As a short disclaimer, it wasn’t all bad; we had a good healthy cell group on Friday lunch times, although that wasn’t run by school staff but a lady from outside, who I still know and love and her daughter is one of my best friends still, fourteen years later, and I go to her house and she got me baptised. And I never heard anything bad about being gay except from other kids (away from the ears of adults who may or may not have intervened). In my final year, it even got an ‘eco block’ with solar panels and three unisex toilets, which is an advance. You can argue whether being faith-based had any impact on its better Ofsted rating than non-faith schools (I’m inclined to think otherwise). It did have positive aspects, like a brand new science block, and focus on science and maths and technology. There were good teachers as well as bad.
But in some areas, some Christian schools have a hell of a way to go before they can be called Christian, in my opinion.
Yours faithfully
Georgie
In Other News, Guinea Pigs
Do not ask me why in hell this popped into my head.
When I was a kid, my friends who lived in the next street always had 2-4 guinea pigs and when they went on holiday we’d look after them, bringing them to our house, they had a sort of chicken shed to live in.
Anyway, the family all went to America one summer, and left Rosie and Jasmine in our doting care, sunning themselves cheerfully in our garden.
My mum was out there cheerfully sunning herself too, in just a bright green bikini, as you do. My brother and I were playing.
My mum likes fluffy little animals, especially rabbits, but guineas will do.
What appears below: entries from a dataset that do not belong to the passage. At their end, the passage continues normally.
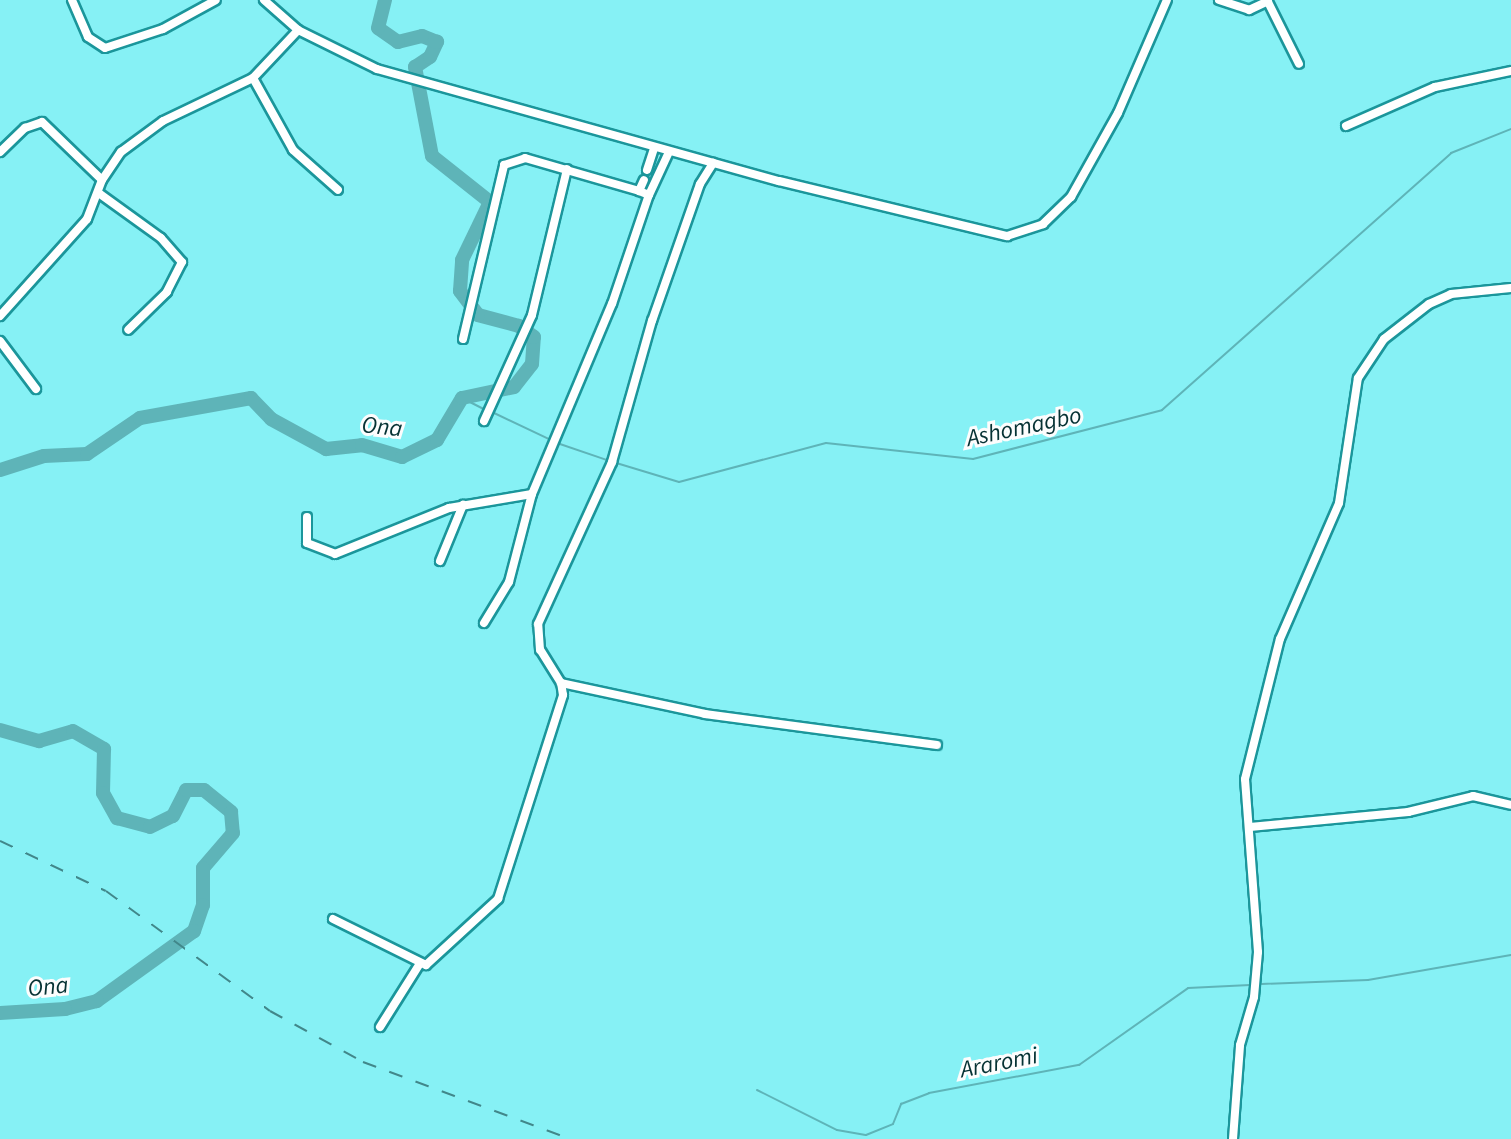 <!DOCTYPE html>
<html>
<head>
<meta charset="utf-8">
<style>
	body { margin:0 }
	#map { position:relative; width:1511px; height:1139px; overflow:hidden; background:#86f1f5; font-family:"Source Sans 3",sans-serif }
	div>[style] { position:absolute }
	.stream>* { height:2px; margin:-1px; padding:0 1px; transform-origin:1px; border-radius:1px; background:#5eb4b8 }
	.river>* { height:14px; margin:-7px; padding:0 7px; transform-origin:7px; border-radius:7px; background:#5eb4b8 }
	.roads { filter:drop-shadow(2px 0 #1b969b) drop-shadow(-2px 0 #1b969b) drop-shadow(0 2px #1b969b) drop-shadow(0 -2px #1b969b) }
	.minor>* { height:8px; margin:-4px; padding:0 4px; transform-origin:4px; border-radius:4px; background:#fff }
	.rail>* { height:2px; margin-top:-1px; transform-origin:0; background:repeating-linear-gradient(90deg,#41878a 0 14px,transparent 0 28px) }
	span { translate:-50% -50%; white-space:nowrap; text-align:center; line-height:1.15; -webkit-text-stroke:6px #fdfdfd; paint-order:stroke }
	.water-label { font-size:24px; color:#063234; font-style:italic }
</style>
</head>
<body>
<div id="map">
	<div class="stream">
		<i style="left:462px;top:398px;width:27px;rotate:27deg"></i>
		<i style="left:492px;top:412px;width:65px;rotate:25.4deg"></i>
		<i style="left:557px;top:443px;width:53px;rotate:18.8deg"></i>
		<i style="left:613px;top:462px;width:69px;rotate:16.9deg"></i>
		<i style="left:679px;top:482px;width:152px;rotate:-14.9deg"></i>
		<i style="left:826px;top:443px;width:148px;rotate:6.2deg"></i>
		<i style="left:973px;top:459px;width:195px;rotate:-14.5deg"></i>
		<i style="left:1162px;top:410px;width:387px;rotate:-41.6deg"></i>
		<i style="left:1451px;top:153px;width:65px;rotate:-21.8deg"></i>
		<i style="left:1262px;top:984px;width:106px;rotate:-2.2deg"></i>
		<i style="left:1368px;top:980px;width:145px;rotate:-9.9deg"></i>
		<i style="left:757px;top:1090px;width:89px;rotate:26.6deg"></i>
		<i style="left:837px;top:1130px;width:29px;rotate:10deg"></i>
		<i style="left:866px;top:1135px;width:29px;rotate:-22deg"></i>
		<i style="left:893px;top:1124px;width:22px;rotate:-68deg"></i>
		<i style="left:901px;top:1104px;width:30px;rotate:-21deg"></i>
		<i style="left:929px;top:1093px;width:153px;rotate:-10.6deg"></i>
		<i style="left:1079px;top:1065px;width:133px;rotate:-35.2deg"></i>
		<i style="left:1188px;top:988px;width:62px;rotate:-2.8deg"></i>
	</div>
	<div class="river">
		<i style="left:0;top:470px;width:46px;rotate:-17.7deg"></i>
		<i style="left:44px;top:456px;width:43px;rotate:-2.7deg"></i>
		<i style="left:87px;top:454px;width:64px;rotate:-34.2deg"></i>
		<i style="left:140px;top:418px;width:113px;rotate:-10.2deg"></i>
		<i style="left:251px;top:398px;width:29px;rotate:46deg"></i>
		<i style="left:271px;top:419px;width:63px;rotate:28.6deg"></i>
		<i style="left:326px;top:449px;width:36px;rotate:-6deg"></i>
		<i style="left:362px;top:445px;width:42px;rotate:16.7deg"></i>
		<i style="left:402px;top:457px;width:39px;rotate:-26deg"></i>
		<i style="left:437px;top:440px;width:49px;rotate:-59.2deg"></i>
		<i style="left:462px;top:398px;width:53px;rotate:-11.9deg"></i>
		<i style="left:514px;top:387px;width:29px;rotate:-52deg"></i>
		<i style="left:532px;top:364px;width:27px;rotate:-86deg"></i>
		<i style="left:534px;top:337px;width:19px;rotate:-144deg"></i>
		<i style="left:519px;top:326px;width:42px;rotate:-165deg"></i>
		<i style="left:478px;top:315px;width:30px;rotate:-127deg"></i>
		<i style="left:460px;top:291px;width:31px;rotate:-86deg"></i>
		<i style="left:462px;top:260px;width:64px;rotate:-64.2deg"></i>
		<i style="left:490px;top:202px;width:74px;rotate:-141.6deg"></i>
		<i style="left:432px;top:156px;width:91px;rotate:-100.8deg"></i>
		<i style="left:415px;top:67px;width:18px;rotate:-34deg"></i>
		<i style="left:430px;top:57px;width:17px;rotate:-65deg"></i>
		<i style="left:437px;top:42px;width:16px;rotate:-158deg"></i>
		<i style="left:422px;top:36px;width:25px;rotate:166deg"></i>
		<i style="left:398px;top:42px;width:24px;rotate:-145deg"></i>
		<i style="left:378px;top:28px;width:29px;rotate:-76deg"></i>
		<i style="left:0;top:730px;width:41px;rotate:15.8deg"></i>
		<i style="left:39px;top:741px;width:35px;rotate:-16deg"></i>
		<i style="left:73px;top:731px;width:36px;rotate:30deg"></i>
		<i style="left:104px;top:749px;width:44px;rotate:91.3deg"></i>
		<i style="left:103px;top:793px;width:29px;rotate:61deg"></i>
		<i style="left:117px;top:818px;width:34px;rotate:15deg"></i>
		<i style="left:150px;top:827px;width:25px;rotate:-26deg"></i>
		<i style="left:173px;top:816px;width:29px;rotate:-63deg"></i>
		<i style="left:186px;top:790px;width:18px"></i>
		<i style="left:204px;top:790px;width:35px;rotate:39deg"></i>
		<i style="left:231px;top:812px;width:21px;rotate:85deg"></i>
		<i style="left:233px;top:833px;width:46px;rotate:130.6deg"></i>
		<i style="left:203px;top:868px;width:37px;rotate:90deg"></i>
		<i style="left:203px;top:905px;width:28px;rotate:109deg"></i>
		<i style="left:194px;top:931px;width:120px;rotate:144.2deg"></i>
		<i style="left:97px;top:1001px;width:33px;rotate:166deg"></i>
		<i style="left:65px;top:1009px;width:65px;rotate:176.5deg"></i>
	</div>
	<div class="roads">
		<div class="minor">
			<i style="left:72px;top:0;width:40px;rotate:66.6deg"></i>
			<i style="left:88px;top:37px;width:20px;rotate:33deg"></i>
			<i style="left:105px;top:48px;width:61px;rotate:-18.1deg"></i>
			<i style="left:163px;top:29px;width:60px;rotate:-28.7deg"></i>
			<i style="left:264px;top:0;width:45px;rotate:41.4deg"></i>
			<i style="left:298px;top:30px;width:88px;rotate:26.3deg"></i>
			<i style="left:377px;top:69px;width:417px;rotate:15.6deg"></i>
			<i style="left:779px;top:181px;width:235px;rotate:13.6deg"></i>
			<i style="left:1007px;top:236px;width:38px;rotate:-18deg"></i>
			<i style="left:1043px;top:224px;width:39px;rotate:-44deg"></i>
			<i style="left:1071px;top:197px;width:96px;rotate:-60.8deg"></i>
			<i style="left:1118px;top:113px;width:123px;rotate:-66.6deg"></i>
			<i style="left:1219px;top:0;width:32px;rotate:18deg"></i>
			<i style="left:1249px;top:10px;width:21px;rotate:-25deg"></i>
			<i style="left:1268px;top:2px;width:69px;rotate:63.4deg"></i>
			<i style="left:253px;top:78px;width:82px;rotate:60.9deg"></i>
			<i style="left:293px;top:150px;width:60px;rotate:41.6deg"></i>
			<i style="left:1346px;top:126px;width:97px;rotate:-23.7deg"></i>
			<i style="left:1435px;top:87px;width:78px;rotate:-11.9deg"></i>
			<i style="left:0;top:152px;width:35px;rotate:-44deg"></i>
			<i style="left:25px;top:128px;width:18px;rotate:-19deg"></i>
			<i style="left:42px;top:122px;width:83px;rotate:44deg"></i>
			<i style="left:647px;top:170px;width:23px;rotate:-72deg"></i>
			<i style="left:100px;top:194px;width:75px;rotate:35.8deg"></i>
			<i style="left:161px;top:238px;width:32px;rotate:49deg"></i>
			<i style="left:182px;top:262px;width:34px;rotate:117deg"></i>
			<i style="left:167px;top:292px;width:54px;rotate:135.7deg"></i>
			<i style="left:649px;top:195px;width:47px;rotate:-65.1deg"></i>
			<i style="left:0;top:316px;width:130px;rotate:-48.1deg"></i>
			<i style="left:87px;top:219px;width:42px;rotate:-69deg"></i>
			<i style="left:102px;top:180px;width:34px;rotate:-56deg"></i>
			<i style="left:121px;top:152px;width:52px;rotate:-36.4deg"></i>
			<i style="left:163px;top:121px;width:100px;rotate:-25.5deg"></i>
			<i style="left:253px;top:78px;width:66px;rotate:-46.8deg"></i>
			<i style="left:463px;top:339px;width:179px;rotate:-76.7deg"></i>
			<i style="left:504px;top:165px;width:22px;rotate:-18deg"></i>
			<i style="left:525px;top:158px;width:119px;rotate:16.1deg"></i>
			<i style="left:0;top:341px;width:60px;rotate:53.1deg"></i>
			<i style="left:484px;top:421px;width:116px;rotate:-65.6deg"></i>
			<i style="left:532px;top:315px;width:150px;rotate:-76.5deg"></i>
			<i style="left:307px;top:517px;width:26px;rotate:90deg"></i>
			<i style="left:307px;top:543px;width:30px;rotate:21deg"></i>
			<i style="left:335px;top:554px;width:123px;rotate:-22deg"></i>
			<i style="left:449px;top:508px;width:84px;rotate:-9.6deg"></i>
			<i style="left:440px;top:561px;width:61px;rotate:-67.7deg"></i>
			<i style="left:484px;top:623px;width:48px;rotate:-58.6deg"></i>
			<i style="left:509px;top:582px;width:91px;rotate:-75.4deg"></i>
			<i style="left:532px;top:494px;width:206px;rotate:-67.2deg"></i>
			<i style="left:612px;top:304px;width:115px;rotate:-71.3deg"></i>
			<i style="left:649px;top:195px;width:11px;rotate:-158deg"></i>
			<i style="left:639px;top:191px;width:12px;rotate:-66deg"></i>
			<i style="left:561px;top:683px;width:147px;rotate:12.1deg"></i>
			<i style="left:705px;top:714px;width:234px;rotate:7.6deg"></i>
			<i style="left:1250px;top:827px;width:159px;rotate:-5.4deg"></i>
			<i style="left:1408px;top:812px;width:67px;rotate:-13.8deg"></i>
			<i style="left:1473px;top:796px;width:39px;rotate:13deg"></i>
			<i style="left:333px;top:919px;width:104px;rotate:26.3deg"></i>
			<i style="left:426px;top:965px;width:98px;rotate:-42.5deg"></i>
			<i style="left:498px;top:899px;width:214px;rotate:-72.3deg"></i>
			<i style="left:563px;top:695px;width:12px;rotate:-99deg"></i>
			<i style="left:561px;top:683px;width:39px;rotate:-122deg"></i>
			<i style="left:540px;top:650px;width:26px;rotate:-94deg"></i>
			<i style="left:538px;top:624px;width:178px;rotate:-65.4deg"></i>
			<i style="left:612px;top:462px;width:147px;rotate:-74.2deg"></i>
			<i style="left:652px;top:321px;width:145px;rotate:-70.7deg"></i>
			<i style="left:700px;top:184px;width:25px;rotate:-58deg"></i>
			<i style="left:380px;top:1027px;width:73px;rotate:-57.8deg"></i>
			<i style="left:1233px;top:1139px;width:94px;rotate:-85.7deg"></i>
			<i style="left:1240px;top:1045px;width:50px;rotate:-73.7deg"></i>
			<i style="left:1254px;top:997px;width:45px;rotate:-84.9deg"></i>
			<i style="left:1258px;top:952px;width:173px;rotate:-94.3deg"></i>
			<i style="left:1245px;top:779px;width:144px;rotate:-76deg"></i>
			<i style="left:1280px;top:639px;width:148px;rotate:-66.5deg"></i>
			<i style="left:1339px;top:503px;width:126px;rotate:-81.4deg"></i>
			<i style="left:1358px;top:378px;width:47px;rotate:-56.3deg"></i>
			<i style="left:1384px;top:339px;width:57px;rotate:-37.9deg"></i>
			<i style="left:1429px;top:304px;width:24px;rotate:-24deg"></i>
			<i style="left:1451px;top:294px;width:60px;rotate:-5.7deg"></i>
		</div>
	</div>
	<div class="rail">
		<i style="left:0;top:841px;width:117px;rotate:25.3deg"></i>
		<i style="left:106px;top:891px;width:203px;rotate:36.2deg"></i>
		<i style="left:270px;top:1011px;width:106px;rotate:28.7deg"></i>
		<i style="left:363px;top:1062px;width:221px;rotate:20.4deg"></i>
	</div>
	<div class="water-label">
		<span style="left:382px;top:427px;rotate:6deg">Ona</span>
		<span style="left:1024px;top:427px;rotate:-12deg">Ashomagbo</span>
		<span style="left:48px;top:987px;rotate:-6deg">Ona</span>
		<span style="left:999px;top:1063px;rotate:-11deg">Araromi</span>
	</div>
</div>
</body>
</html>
Hearing them squeaking, she went to scoop up Jasmine, who was an absolute UNIT, honestly, she was nearer Gloucestershire Old Spot than Guinea. She plonked the oversized furball on her knee and went back to sunbathing in a deckchair
Jasmine decided that that moment was the PERFECT time to let go the bladder she must have been holding for a week. The guinea pig pissed ALL OVER my mum who was wearing nothing but a bikini. But you would not believe the volume of the stuff. Mum shrieked and held up the guinea but the piss just kept coming. And she didn’t know what to do, because the surprise of being pissed on by a guinea pig whilst nearly naked made her brain go on holiday, so she just stood there holding it until it had exhausted its internal ocean. And then she was just stood there, dripping, while a pool had formed on the deckchair. Classic summers eh.